Reviewed by: Brett Willis
Starring: Christopher Lambert, Clancy Brown, Sean Connery, Roxanne Hart, Beatie Edney, Alan North, Jon Polito | Director: Russell Mulcahy | Writer: Gregory Widen | Distributor: Twentieth Century Fox Film Corporation
This film was slammed by critics, but was a huge hit. It spawned several film sequels and a long-running TV series, and gave us the most popular occult super-humans since Vampires: namely, the Immortals. The Web has a large number of Highlander/Immortals sites, many of them connected with specialized fan clubs.
The original film explains that Immortals have always been among us; they are born of ordinary human parents but cannot die except by being beheaded, stop aging when they reach adulthood, cannot have children, and must fight each other until only one is left to rule the world.
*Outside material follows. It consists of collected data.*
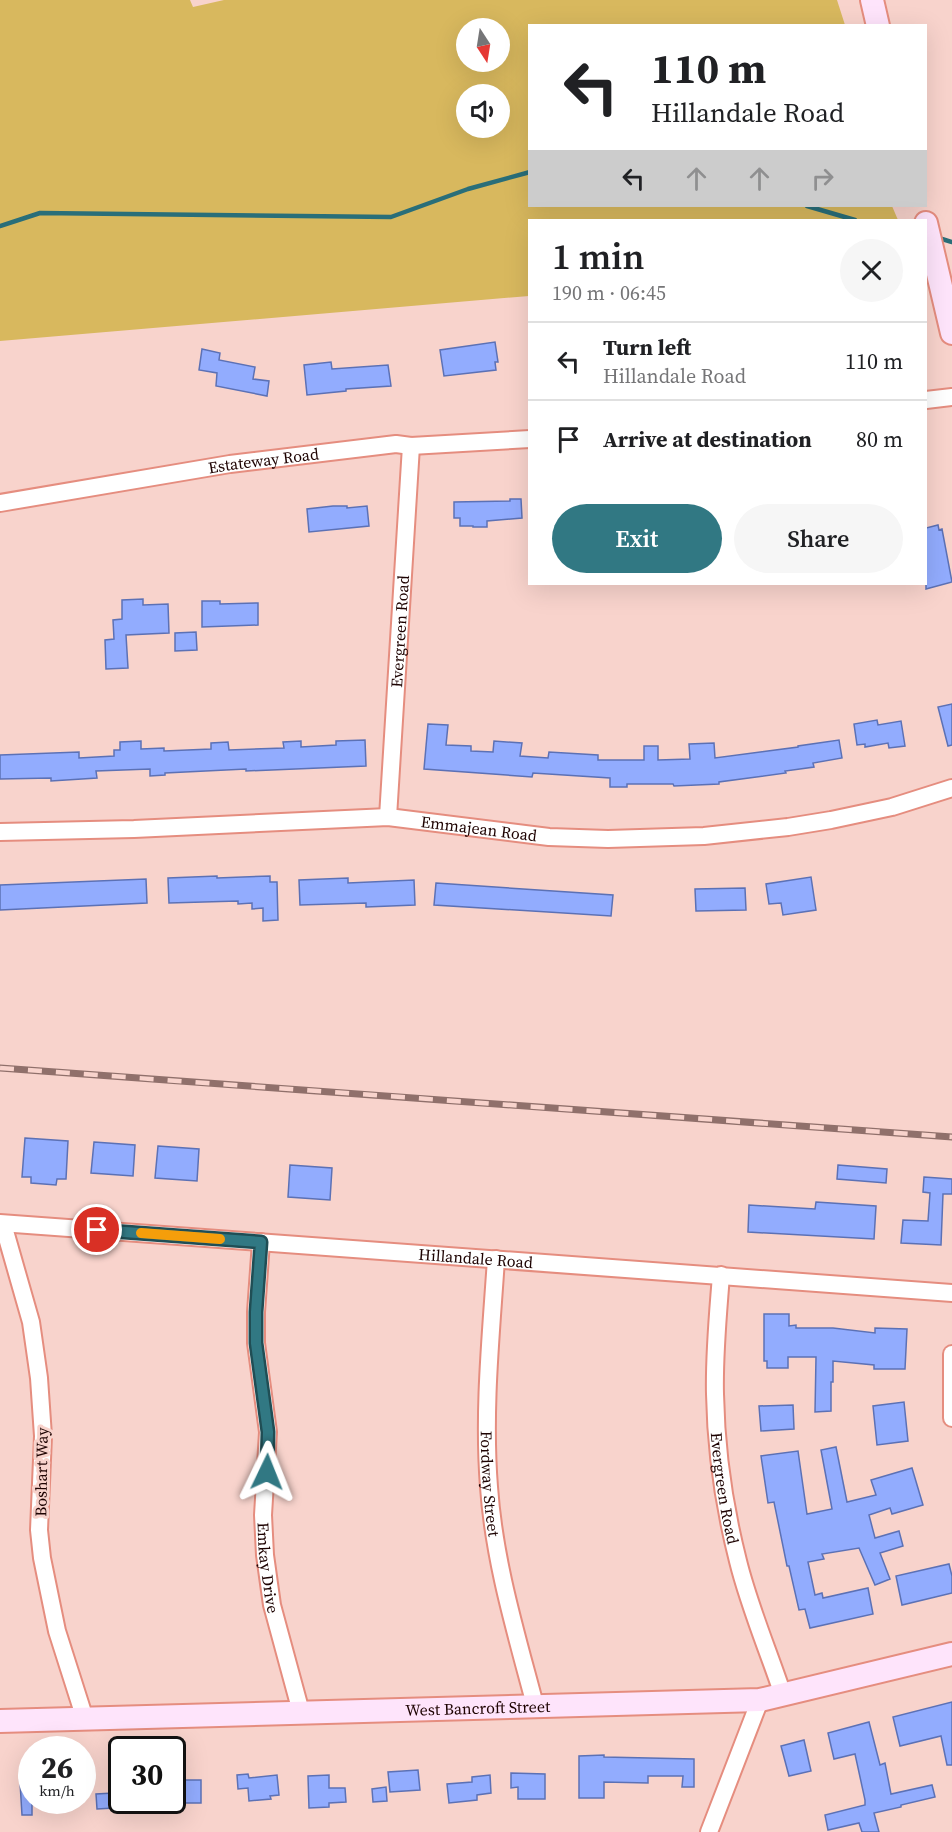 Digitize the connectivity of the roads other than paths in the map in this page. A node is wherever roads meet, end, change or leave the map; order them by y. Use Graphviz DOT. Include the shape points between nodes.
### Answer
graph roads {
  1 [pos="872,0"];
  2 [pos="878,24"];
  3 [pos="927,230"];
  4 [pos="952,333"];
  5 [pos="952,398"];
  6 [pos="927,400"];
  7 [pos="528,439"];
  8 [pos="411,446"];
  9 [pos="0,503"];
  10 [pos="952,788"];
  11 [pos="388,817"];
  12 [pos="0,832"];
  13 [pos="1,1223"];
  14 [pos="261,1242"];
  15 [pos="496,1259"];
  16 [pos="721,1275"];
  17 [pos="952,1293"];
  18 [pos="952,1354"];
  19 [pos="952,1418"];
  20 [pos="952,1654"];
  21 [pos="783,1695"];
  22 [pos="760,1700"];
  23 [pos="535,1705"];
  24 [pos="301,1712"];
  25 [pos="85,1719"];
  26 [pos="0,1721"];
  27 [pos="709,1832"];
  1 -- 2 [label="main road"];
  3 -- 4 [label="main road"];
  5 -- 6 [label="street"];
  7 -- 8 [label="street, Estateway Road"];
  8 -- 9 [label="street, Estateway Road" via="396,444 230,464"];
  8 -- 11 [label="street, Evergreen Road"];
  10 -- 11 [label="street, Emmajean Road" via="892,807 831,820 705,836 549,837"];
  11 -- 12 [label="street, Emmajean Road"];
  13 -- 14 [label="street, Hillandale Road"];
  13 -- 25 [label="street, Boshart Way" via="31,1322 39,1378 43,1436 39,1530 44,1569 57,1631"];
  14 -- 15 [label="street, Hillandale Road"];
  14 -- 24 [label="street, Emkay Drive" via="256,1343 268,1432 265,1555 272,1605"];
  15 -- 16 [label="street, Hillandale Road"];
  15 -- 23 [label="street, Fordway Street" via="486,1426 489,1487 503,1586"];
  16 -- 17 [label="street, Hillandale Road"];
  16 -- 21 [label="street, Evergreen Road" via="715,1393 718,1454 738,1562"];
  18 -- 19 [label="street"];
  20 -- 21 [label="main road, West Bancroft Street"];
  21 -- 22 [label="main road, West Bancroft Street"];
  22 -- 23 [label="main road, West Bancroft Street"];
  22 -- 27 [label="street"];
  23 -- 24 [label="main road, West Bancroft Street"];
  24 -- 25 [label="main road, West Bancroft Street"];
  25 -- 26 [label="main road, West Bancroft Street"];
} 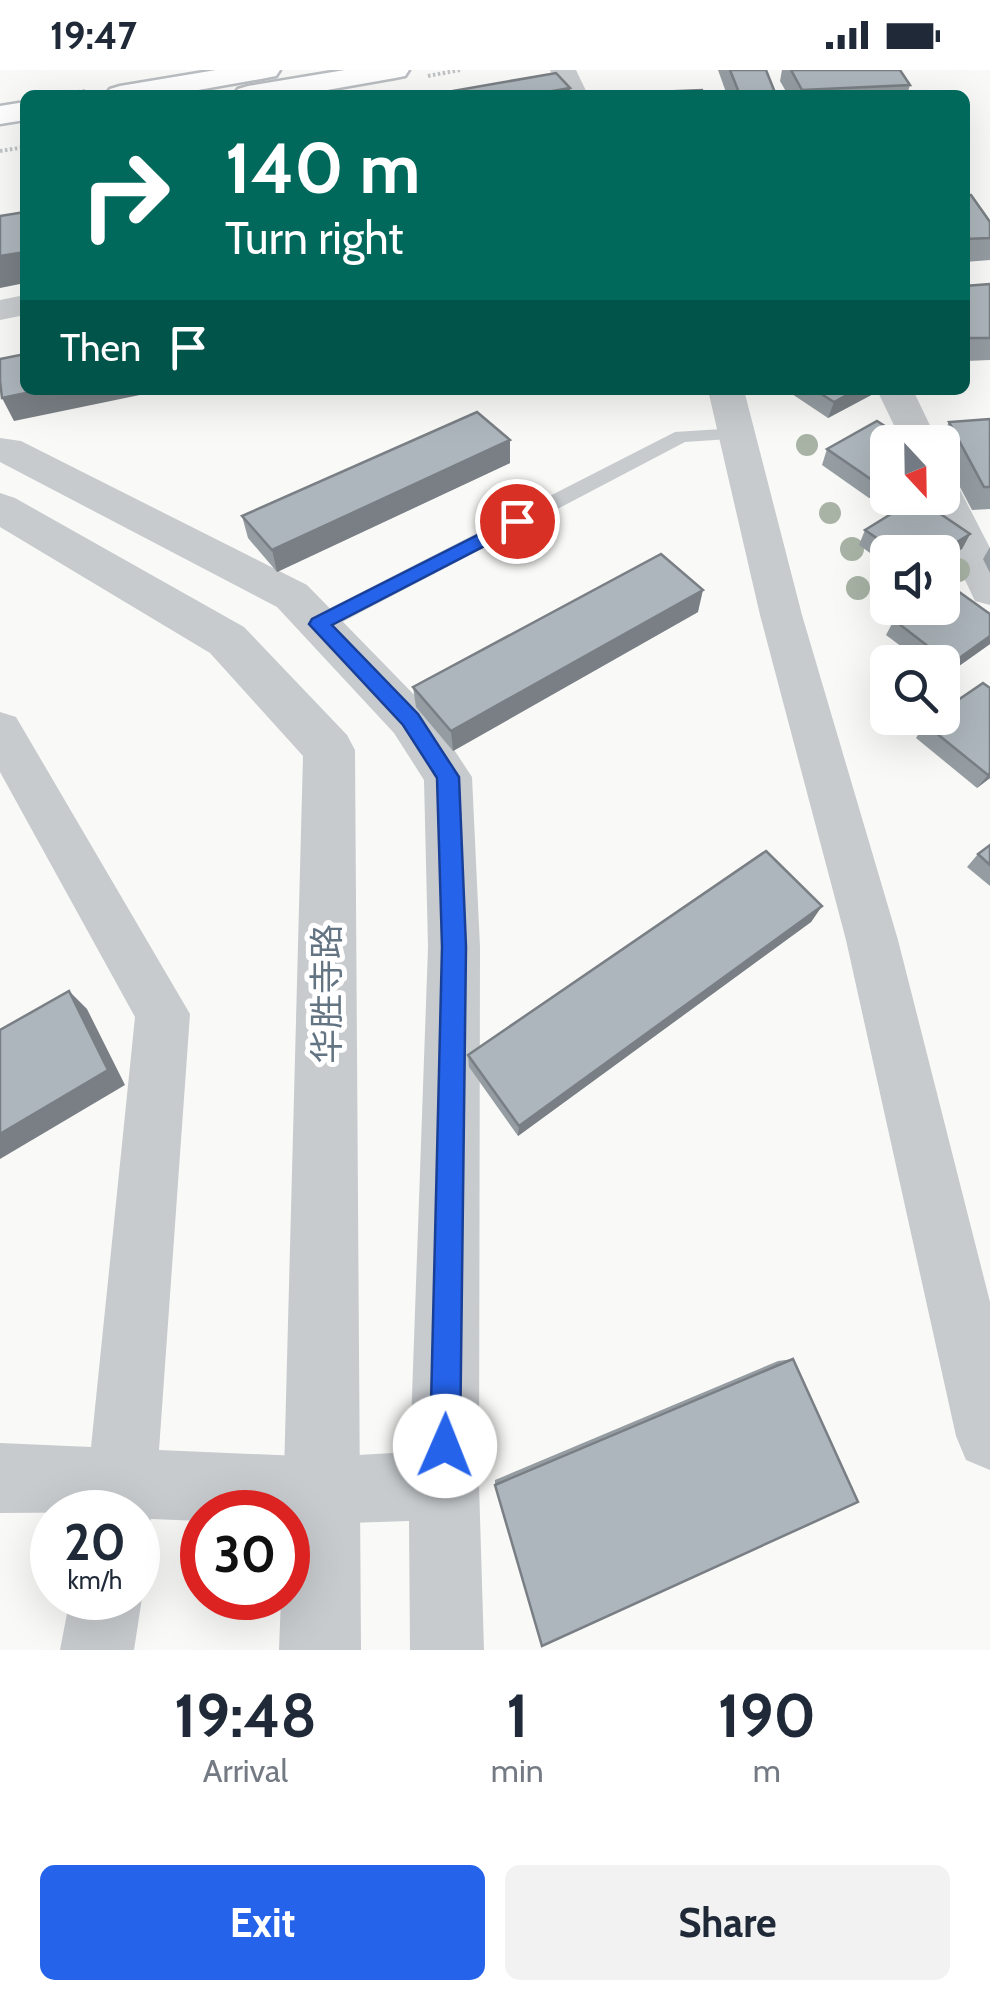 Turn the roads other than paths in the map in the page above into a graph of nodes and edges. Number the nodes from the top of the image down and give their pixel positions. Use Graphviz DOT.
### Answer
graph roads {
  1 [pos="266,70"];
  2 [pos="395,70"];
  3 [pos="149,90"];
  4 [pos="277,90"];
  5 [pos="896,395"];
  6 [pos="732,412"];
  7 [pos="912,425"];
  8 [pos="0,450"];
  9 [pos="0,508"];
  10 [pos="954,515"];
  11 [pos="990,590"];
  12 [pos="319,624"];
  13 [pos="8,763"];
  14 [pos="990,1436"];
  15 [pos="0,1478"];
  16 [pos="444,1484"];
  17 [pos="77,1490"];
  18 [pos="123,1490"];
  19 [pos="323,1492"];
  20 [pos="160,1496"];
  21 [pos="103,1620"];
  22 [pos="98,1650"];
  23 [pos="320,1650"];
  24 [pos="447,1650"];
  1 -- 3 [label="main road"];
  2 -- 4 [label="main road"];
  5 -- 7 [label="street"];
  6 -- 12 [label="lane"];
  6 -- 14 [label="street"];
  8 -- 12 [label="street"];
  9 -- 19 [label="street, 华胜寺路"];
  10 -- 11 [label="street"];
  12 -- 16 [label="street"];
  13 -- 18 [label="street"];
  15 -- 17 [label="street"];
  16 -- 19 [label="street"];
  16 -- 24 [label="street"];
  19 -- 20 [label="street"];
  19 -- 23 [label="street, 华胜寺路"];
  21 -- 22 [label="street"];
} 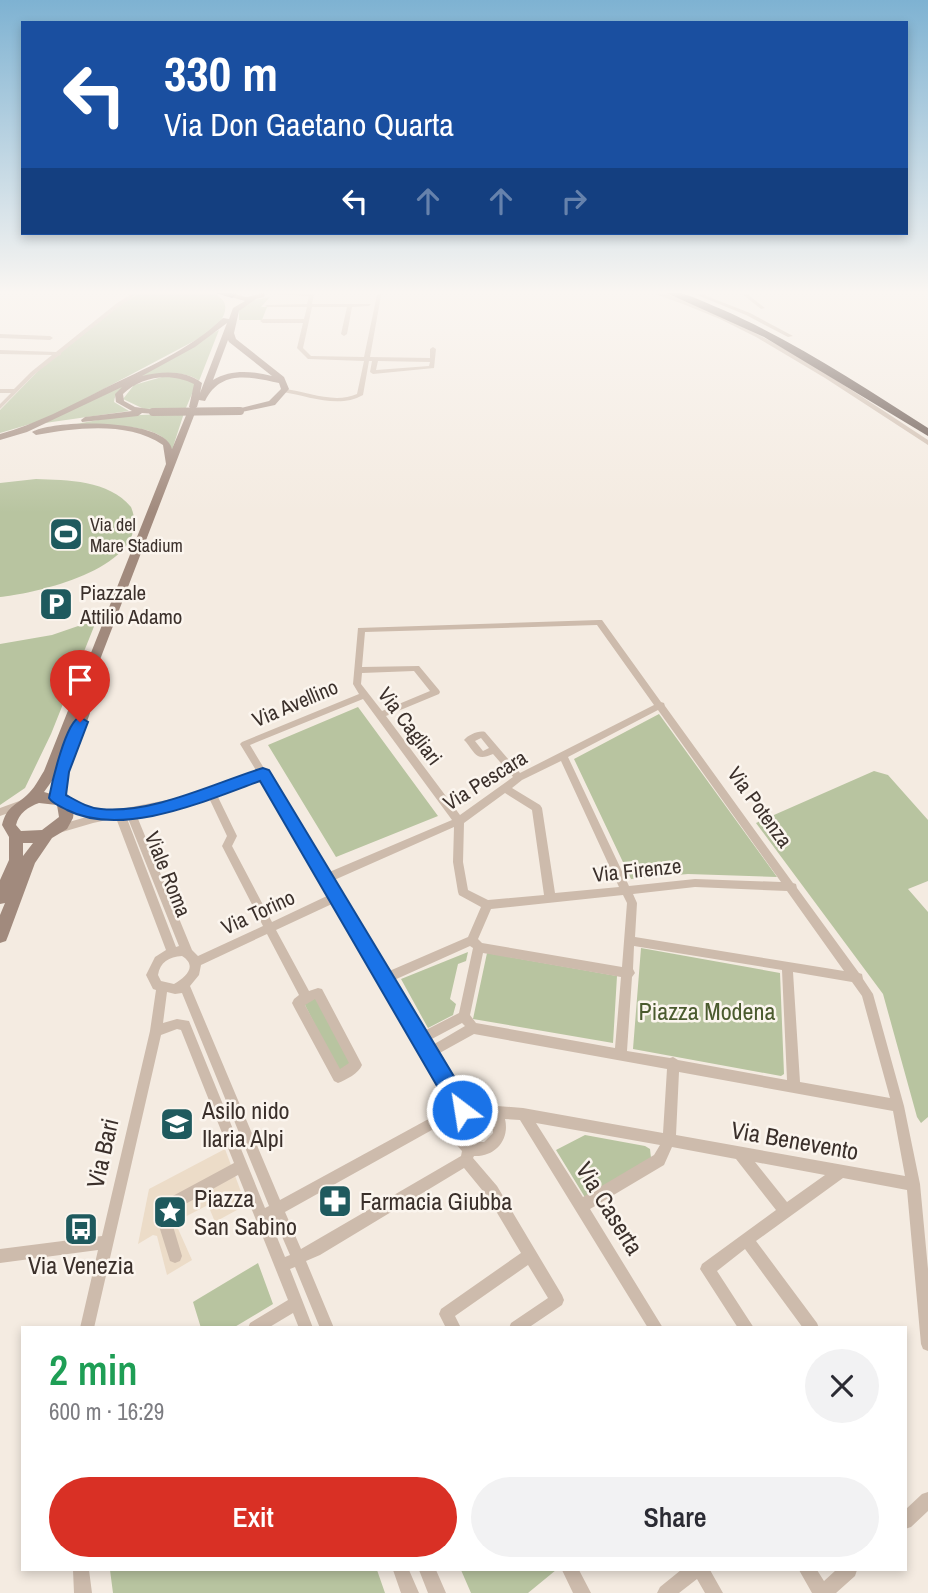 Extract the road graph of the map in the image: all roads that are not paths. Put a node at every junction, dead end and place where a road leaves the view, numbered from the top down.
1 (45, 364) edge
2 (156, 364) edge
3 (212, 364) edge
4 (259, 364) edge
5 (366, 364) edge
6 (374, 364) edge
7 (432, 364) edge
8 (804, 364) edge
9 (819, 364) edge
10 (824, 364) edge
11 (285, 388) junction
12 (0, 391) edge
13 (15, 391) junction
14 (0, 407) edge
15 (195, 410) junction
16 (153, 412) junction
17 (928, 430) edge
18 (7, 437) edge
19 (928, 443) edge
20 (170, 466) junction
21 (361, 630) joint
22 (358, 670) junction
23 (364, 695) junction
24 (661, 705) junction
25 (380, 715) junction
26 (495, 749) dead end
27 (564, 755) junction
28 (263, 774) junction
29 (519, 778) junction
30 (505, 788) junction
31 (211, 793) junction
32 (61, 801) junction
33 (27, 802) junction
34 (0, 812) edge
35 (125, 814) junction
36 (101, 815) junction
37 (458, 821) junction
38 (9, 831) edge
39 (50, 833) junction
40 (325, 879) junction
41 (792, 887) junction
42 (626, 890) junction
43 (336, 897) junction
44 (0, 898) edge
45 (550, 898) junction
46 (487, 905) junction
47 (269, 928) junction
48 (0, 936) edge
49 (632, 941) junction
50 (476, 944) junction
51 (172, 952) junction
52 (187, 952) junction
53 (196, 962) junction
54 (787, 966) junction
55 (629, 973) junction
56 (386, 978) junction
57 (858, 978) junction
58 (180, 987) junction
59 (162, 988) junction
60 (306, 997) junction
61 (464, 1016) junction
62 (474, 1028) junction
63 (156, 1031) junction
64 (421, 1039) junction
65 (429, 1053) junction
66 (621, 1053) junction
67 (673, 1063) junction
68 (794, 1086) junction
69 (898, 1106) junction
70 (495, 1112) junction
71 (523, 1114) junction
72 (459, 1116) junction
73 (669, 1140) junction
74 (740, 1153) junction
75 (468, 1154) junction
76 (241, 1166) junction
77 (841, 1171) junction
78 (913, 1184) junction
79 (581, 1206) junction
80 (277, 1209) junction
81 (786, 1212) junction
82 (262, 1217) junction
83 (747, 1240) junction
84 (106, 1242) junction
85 (531, 1255) junction
86 (0, 1256) edge
87 (175, 1256) dead end
88 (297, 1257) junction
89 (924, 1258) edge
90 (281, 1266) junction
91 (296, 1303) junction
92 (87, 1326) edge
93 (258, 1326) edge
94 (305, 1326) edge
95 (326, 1326) edge
96 (453, 1326) edge
97 (519, 1326) edge
98 (655, 1326) edge
99 (746, 1326) edge
100 (811, 1326) edge
101 (928, 1344) edge
102 (928, 1500) edge
103 (907, 1519) edge
104 (81, 1571) edge
105 (401, 1571) edge
106 (427, 1571) edge
107 (571, 1571) edge
108 (693, 1571) edge
109 (702, 1571) edge
110 (808, 1571) edge
111 (848, 1571) edge
112 (83, 1593) edge
113 (410, 1593) edge
114 (437, 1593) edge
115 (582, 1593) edge
116 (666, 1593) edge
117 (714, 1593) edge
118 (823, 1593) edge

1 - 13 street
2 - 18 main road
3 - 15 main road
4 - 11 main road
5 - 11 street
6 - 7 street
8 - 19 street
9 - 17 highway
10 - 17 highway
11 - 15 main road
11 - 16 main road, bridge
12 - 13 street
13 - 14 street
15 - 16 main road
15 - 20 main road
15 - 32 main road
16 - 18 main road
18 - 20 main road
20 - 33 main road
21 - 22 street, Via Cagliari
21 - 24 street, Via Potenza
22 - 23 street, Via Cagliari
22 - 25 street
23 - 25 street, Via Cagliari
23 - 28 street, Via Avellino
24 - 27 street, Via Pescara
24 - 41 street, Via Potenza
25 - 37 street, Via Cagliari
26 - 29 street
27 - 29 street, Via Pescara
27 - 42 street
28 - 31 street
28 - 40 street, Via Avellino
29 - 30 street, Via Pescara
30 - 37 street, Via Pescara
30 - 45 street
31 - 35 street
31 - 47 street
32 - 33 main road
32 - 36 street
32 - 39 main road
33 - 34 street
33 - 38 main road
35 - 36 street
35 - 51 street, Viale Roma
35 - 52 street, Viale Roma
36 - 39 street
37 - 40 street, Via Pescara
37 - 46 street
38 - 39 main road
38 - 44 main road
39 - 48 main road
40 - 43 street, Via Avellino
41 - 42 street, Via Firenze
41 - 57 street, Via Potenza
42 - 45 street, Via Firenze
42 - 49 street
43 - 47 street, Via Torino
43 - 56 street, Via Avellino
45 - 46 street, Via Firenze
46 - 50 street
47 - 53 street, Via Torino
47 - 60 street
49 - 54 street
49 - 55 street
50 - 55 street
50 - 56 street
50 - 61 street
51 - 52 street, Viale Roma
51 - 59 street, Viale Roma
52 - 53 street, Viale Roma
53 - 58 street
54 - 57 street
54 - 68 street
55 - 66 street
56 - 64 street, Via Avellino
57 - 69 street, Via Potenza
58 - 59 street
58 - 80 street
59 - 63 street, Via Bari
60 - 60 street
61 - 62 street
61 - 64 street
62 - 65 street
62 - 66 street
63 - 76 street
63 - 84 street, Via Bari
64 - 65 street, Via Avellino
65 - 72 street, Via Avellino
66 - 67 street
67 - 68 street
67 - 73 street
68 - 69 street
69 - 78 street, Via Potenza
70 - 71 street, Via Benevento
70 - 72 street
70 - 75 street
71 - 73 street, Via Benevento
71 - 79 street, Via Caserta
72 - 75 street
72 - 80 street
73 - 74 street, Via Benevento
73 - 79 street
74 - 77 street, Via Benevento
74 - 81 street
75 - 85 street
75 - 88 street
76 - 82 street
76 - 87 street
77 - 78 street, Via Benevento
77 - 81 street
78 - 89 street, Via Potenza
79 - 98 street, Via Caserta
80 - 82 street
80 - 88 street
81 - 83 street
82 - 90 street
83 - 99 street
83 - 100 street
84 - 86 street
84 - 92 street, Via Bari
85 - 96 street
85 - 97 street
88 - 90 street
88 - 95 street
89 - 101 street, Via Potenza
90 - 91 street
91 - 93 street
91 - 94 street
102 - 103 street
104 - 112 street
105 - 113 street
106 - 114 street
107 - 115 street
108 - 116 street
109 - 117 street
110 - 118 street
111 - 118 street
Connor MacLeod (Christopher Lambert) discovers his Immortality in 1536 when he receives a deadly wound in battle, but recovers. For this, he’s driven out of his superstitious Scottish Highlander village with his arms tied to a crossbar (creating a visual image of Jesus on the way to crucifixion). He’s befriended and instructed by another “good” Immortal (Sean Connery) who is really an ancient Egyptian (the fact that Connery’s character is older than Jesus suggests the idea that perhaps Jesus was just another Immortal and was not resurrected because the cross didn’t really kill Him). The film hops around from the 16th to the 20th centuries, but is filled with violence, coarse language and supernaturalist special effects in both eras. When one Immortal takes another’s head in battle, he receives the power of the other; this causes telekinetic effects (flying objects, breaking glass) nearby. In the tradition of Eastern mysticism and “Star Wars”, here’s another example of an impersonal “force” which can be used for either good or evil. As the number of Immortals dwindles, we are encouraged to root for MacLeod because compared to his strongest adversary, the evil Kurgan (Clancy Brown), MacLeod would make a pretty nice Antichrist.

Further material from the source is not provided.